With unrivalled levels of service and experience behind it, Express Glazing Contractors continues to deliver to complex and demanding contracts across London and the rest of the UK
Emerging in the late 1970s, Express Glazing Contractors (EGC) has grown to become one of the largest and most prominent glazing contractors in the country. Over this time the company has been successful at retaining many of its management and staff. It’s a success that means that there now exists an extensive wealth of experience and knowledge in the business – perfectly suiting it to the high demands put upon it. With many of its operations taking place within the M25, but also serving regular clients across the country, EGC has become a leading contractor, often delivering its services under the most extraordinary circumstances.
“It is this continuity of staff, combined with their extensive knowledge and experience of our products and services that really sets us apart in the market,” explains Chairman, Paul Rogers. “This large pool of knowledge has been obtained over many years of trading and delivering through economic highs and lows, storms, civil disturbances, terrorist attacks, as well as providing services to blue-chip clients from the top of the highest buildings to underground facilities. This has continually allowed the team to provide a current, professional and rapid service installing glass, glazing and applied window film to such a diverse range of commercial clients.”

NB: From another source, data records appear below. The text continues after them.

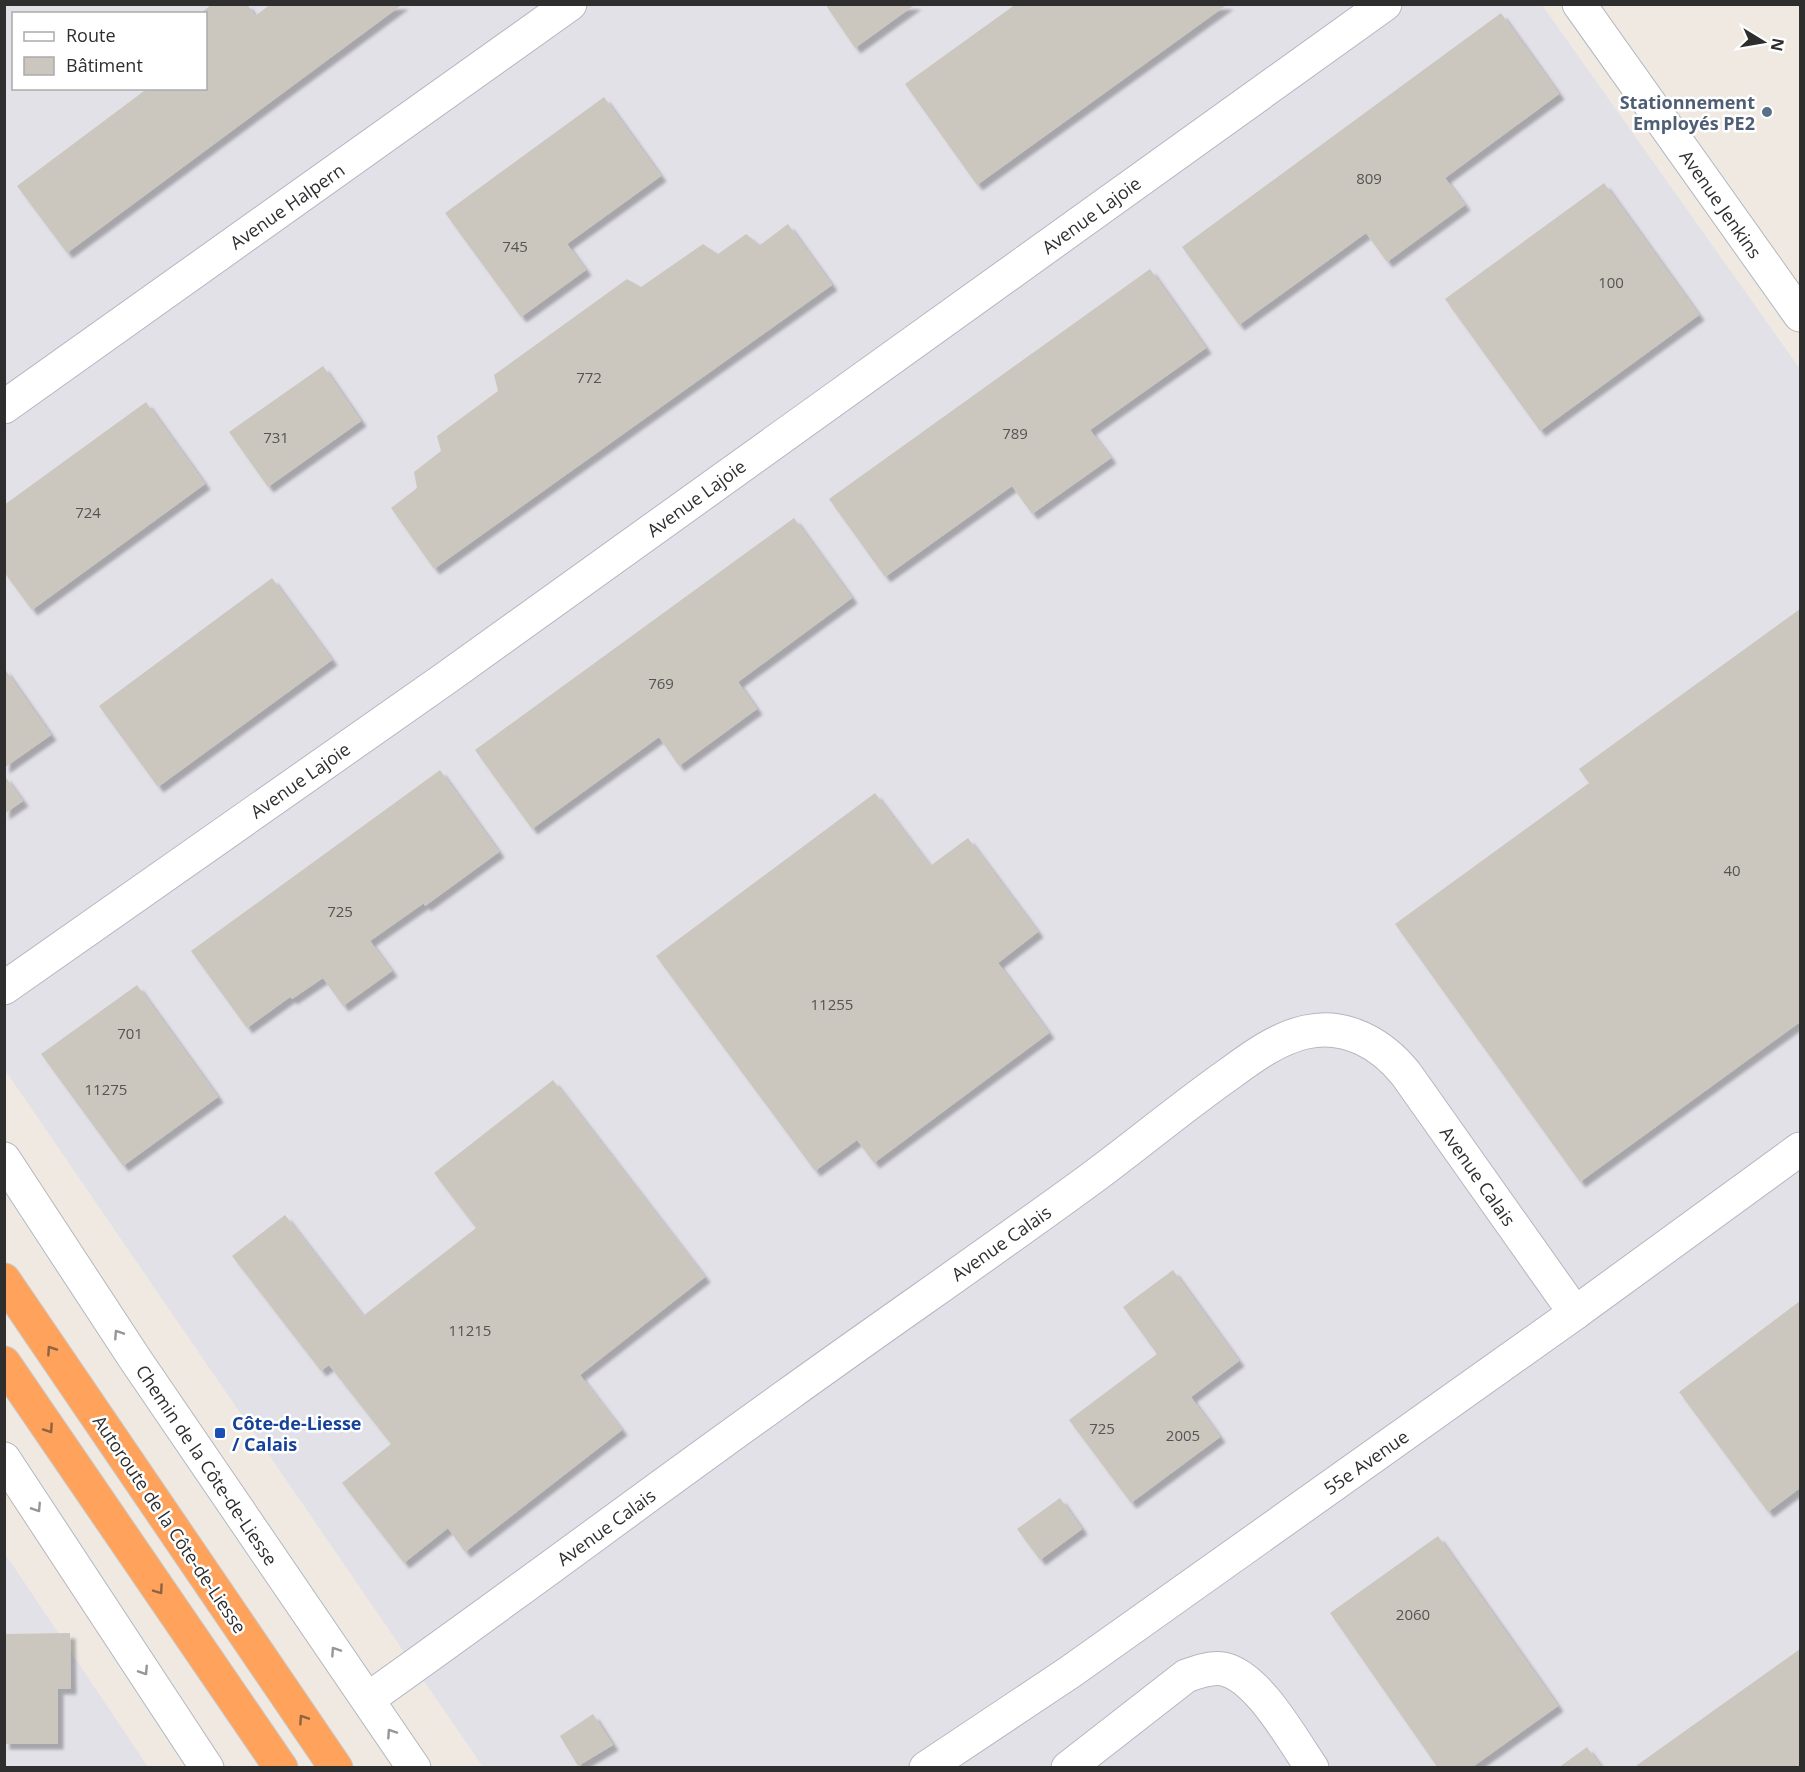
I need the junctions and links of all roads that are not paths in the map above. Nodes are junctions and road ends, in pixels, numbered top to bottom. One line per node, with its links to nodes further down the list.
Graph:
1 (570, 4): 5 (street, Avenue Halpern)
2 (1385, 4): 6 (street, Avenue Lajoie)
3 (1579, 4): 4 (street, Avenue Jenkins)
4 (1800, 315)
5 (4, 407)
6 (4, 988)
7 (1800, 1149): 10 (street, 55e Avenue)
8 (4, 1160): 13 (street, Chemin de la Côte-de-Liesse, one-way to 8)
9 (4, 1280): 16 (highway, Autoroute de la Côte-de-Liesse, one-way to 9)
10 (1575, 1313): 13 (street, Avenue Calais); 18 (street, 55e Avenue)
11 (4, 1363): 15 (highway, one-way to 15)
12 (4, 1459): 14 (street, one-way to 14)
13 (368, 1699): 17 (street, Chemin de la Côte-de-Liesse, one-way to 13)
14 (207, 1767)
15 (281, 1767)
16 (336, 1767)
17 (414, 1767)
18 (926, 1767)
19 (1068, 1767): 20 (street)
20 (1312, 1767)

With operatives ready to be deployed 24/7 throughout the year, EGC is able to respond to any demand whenever required. Notably, its services were called upon during the August 2011 London riots in order to board-up glazing for protection as well as to replace glass from violence-struck areas. The company’s emergency response was carried out in parallel to normal operations, and was delivered to a range of properties from retail units to government buildings. Accompanying this flexible, ‘express’ service, EGC also has a range of competencies including associated traffic management works, the ability to work in high level, sensitive and secure locations with specialist access equipment and abseilers, and glaziers qualified to work both ‘airside’ and ‘trackside’.
Over its long history, EGC has delivered to a range of high profile clients and projects including hotels like the Savoy and Connaught, government and embassy buildings, including the Houses of Parliament, retail units, transport hubs and a full variety of commercial and industrial facilities. Recent contracts that perfectly demonstrate the depth of capabilities that exist in the business include the replacement of 2800mm by 1500mm, insulated double-glazed units as part of the atrium roof of the Department of Health building in London. Following bird damage, the company was called to make-safe, survey, manufacture, supply and reglaze the 200kg panes, 120 feet above the ground.
In February this year the firm also completed an emergency job for one of its facility management clients in Hatton Garden, London, to make safe a double-glazed unit. The job required the replacement of a panel that was 2000mm by 3650mm large and weighed over 250 kg, which was made particularly challenging by difficult access. Under tight time restrictions, EGC had a new unit manufactured by its supplier Pilkington Glass, whilst it put in place out-of-hours road management systems, specialist access scaffold and lifting equipment to carry out the work successfully.
As well as its commercial and industrial offerings, EGC has also amassed significant experience within the rail industry. “We have worked with this industry both on main rail and underground sites since the 1980s,” says Paul. Over recent years the company has completed high security glass installations and large-scale window replacements for clients such as A. Edmonds, Vinci, Proteq and H A Marks at a number of key mainline and underground stations around London. This year EGC responded to an emergency problem to repair and replace a large tempered unit at Waterloo International Station. Highly experienced glaziers with the correct rail certifications successfully installed the unit under complex and limited access circumstances, which measured approximately 1500mm by 3900mm. In September, the company also completed a large job to reglaze over 100 obscure glass panes at Harrow on the Hill Tube.
Working in such extreme and demanding environments, it is no surprise that health and safety features heavily in EGC’s agenda. “This always has to be the highest priority for us,” Paul emphasises. “In the early days of trading there was very little safety glass, so the company had to be very conscious of the need for safety in all its handling and glazing activities. This culture has developed continuously in line with modern advancements across all areas of the business as it interacts with clients and the wider public on a daily basis. Training, accreditation audits and trade networking at the GGF (Glass and Glazing Federation) make sure that we are continually conscious of the needs and developments in health and safety, as well as best practice.”
As demand for its services grows, EGC is presently going through a programme of investment to secure its future with skilled tradesmen, despite a shortage in the industry, by actively participating with the GGF and supporting the foundation of GGF Training Ltd for flat glazing industry training. This will be accommodated by a move in 2016 to new larger and more modern premises, providing increased capacity for growth. As glass becomes increasingly technically complex and used more extensively in construction, the future for EGC, with its years of experience, will be positive. Paul notes that opportunities exist as competitors shy away from challenging inner-city logistics, and is confident that as long as its focus remains on delivering a quality service alongside superior health and safety consideration, EGC will continue to grow and develop with more new contracts and clients.